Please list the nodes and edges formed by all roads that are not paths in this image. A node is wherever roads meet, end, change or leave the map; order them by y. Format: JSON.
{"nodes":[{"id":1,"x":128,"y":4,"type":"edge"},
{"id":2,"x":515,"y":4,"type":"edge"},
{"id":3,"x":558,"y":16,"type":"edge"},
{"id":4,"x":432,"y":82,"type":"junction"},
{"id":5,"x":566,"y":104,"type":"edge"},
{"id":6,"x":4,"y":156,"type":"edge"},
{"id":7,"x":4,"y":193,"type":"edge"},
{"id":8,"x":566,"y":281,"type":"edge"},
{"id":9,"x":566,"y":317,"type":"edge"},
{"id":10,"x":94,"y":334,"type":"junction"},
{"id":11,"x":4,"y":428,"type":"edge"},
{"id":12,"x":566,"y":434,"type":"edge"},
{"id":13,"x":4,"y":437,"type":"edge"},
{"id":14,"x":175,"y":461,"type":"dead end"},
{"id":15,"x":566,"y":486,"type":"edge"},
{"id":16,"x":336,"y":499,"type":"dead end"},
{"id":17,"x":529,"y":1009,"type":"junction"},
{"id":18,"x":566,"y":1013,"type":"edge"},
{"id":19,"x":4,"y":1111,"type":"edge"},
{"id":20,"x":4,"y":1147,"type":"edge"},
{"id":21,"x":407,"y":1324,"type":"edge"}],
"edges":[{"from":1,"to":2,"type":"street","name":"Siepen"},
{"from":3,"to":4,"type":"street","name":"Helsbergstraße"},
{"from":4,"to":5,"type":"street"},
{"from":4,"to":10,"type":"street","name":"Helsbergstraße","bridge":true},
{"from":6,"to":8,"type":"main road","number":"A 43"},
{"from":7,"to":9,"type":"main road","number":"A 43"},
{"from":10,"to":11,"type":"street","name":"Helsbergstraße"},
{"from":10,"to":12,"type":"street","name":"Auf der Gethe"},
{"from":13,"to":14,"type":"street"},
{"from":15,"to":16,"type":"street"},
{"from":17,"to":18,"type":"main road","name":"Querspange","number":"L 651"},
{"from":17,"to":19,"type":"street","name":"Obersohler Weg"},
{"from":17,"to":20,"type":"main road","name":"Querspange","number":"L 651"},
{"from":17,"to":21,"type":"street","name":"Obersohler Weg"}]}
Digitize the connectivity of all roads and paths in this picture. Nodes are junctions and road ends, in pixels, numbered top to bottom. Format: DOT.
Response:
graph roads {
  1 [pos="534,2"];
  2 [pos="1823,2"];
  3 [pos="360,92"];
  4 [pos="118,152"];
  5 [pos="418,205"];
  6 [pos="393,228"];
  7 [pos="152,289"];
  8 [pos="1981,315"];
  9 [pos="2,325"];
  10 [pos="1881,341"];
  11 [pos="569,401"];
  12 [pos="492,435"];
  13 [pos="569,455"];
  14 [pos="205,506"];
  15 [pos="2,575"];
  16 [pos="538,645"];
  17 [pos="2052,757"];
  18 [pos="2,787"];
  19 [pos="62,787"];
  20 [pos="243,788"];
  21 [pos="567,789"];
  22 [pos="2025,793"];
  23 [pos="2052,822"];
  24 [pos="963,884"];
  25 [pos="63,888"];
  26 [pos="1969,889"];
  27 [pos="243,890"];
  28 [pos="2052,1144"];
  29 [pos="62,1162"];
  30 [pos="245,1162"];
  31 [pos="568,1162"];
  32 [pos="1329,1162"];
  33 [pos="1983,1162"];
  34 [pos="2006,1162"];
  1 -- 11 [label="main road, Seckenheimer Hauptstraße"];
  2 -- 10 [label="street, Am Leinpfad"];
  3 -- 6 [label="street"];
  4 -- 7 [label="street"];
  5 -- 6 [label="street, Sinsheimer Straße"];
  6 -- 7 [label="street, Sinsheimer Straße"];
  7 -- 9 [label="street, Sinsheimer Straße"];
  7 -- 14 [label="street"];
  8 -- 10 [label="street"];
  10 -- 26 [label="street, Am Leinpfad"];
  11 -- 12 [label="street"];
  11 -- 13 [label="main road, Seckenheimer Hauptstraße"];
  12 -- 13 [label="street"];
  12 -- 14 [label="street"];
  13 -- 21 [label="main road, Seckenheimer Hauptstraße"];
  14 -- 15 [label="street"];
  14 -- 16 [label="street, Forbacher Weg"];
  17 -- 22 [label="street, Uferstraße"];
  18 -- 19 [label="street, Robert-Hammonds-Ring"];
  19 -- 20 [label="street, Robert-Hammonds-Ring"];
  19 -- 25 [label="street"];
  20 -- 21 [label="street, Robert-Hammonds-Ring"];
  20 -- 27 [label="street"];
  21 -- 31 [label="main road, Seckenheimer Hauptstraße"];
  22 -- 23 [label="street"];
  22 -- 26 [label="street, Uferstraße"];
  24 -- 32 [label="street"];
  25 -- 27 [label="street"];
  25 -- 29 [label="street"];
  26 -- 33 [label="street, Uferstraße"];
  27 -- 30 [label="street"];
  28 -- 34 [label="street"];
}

• _Problem requirements_:
Look through the material and copy each line that has "main".

• _Solution to this task_:
{"from":6,"to":8,"type":"main road","number":"A 43"},
{"from":7,"to":9,"type":"main road","number":"A 43"},
{"from":17,"to":18,"type":"main road","name":"Querspange","number":"L 651"},
{"from":17,"to":20,"type":"main road","name":"Querspange","number":"L 651"},
  1 -- 11 [label="main road, Seckenheimer Hauptstraße"];
  11 -- 13 [label="main road, Seckenheimer Hauptstraße"];
  13 -- 21 [label="main road, Seckenheimer Hauptstraße"];
  21 -- 31 [label="main road, Seckenheimer Hauptstraße"];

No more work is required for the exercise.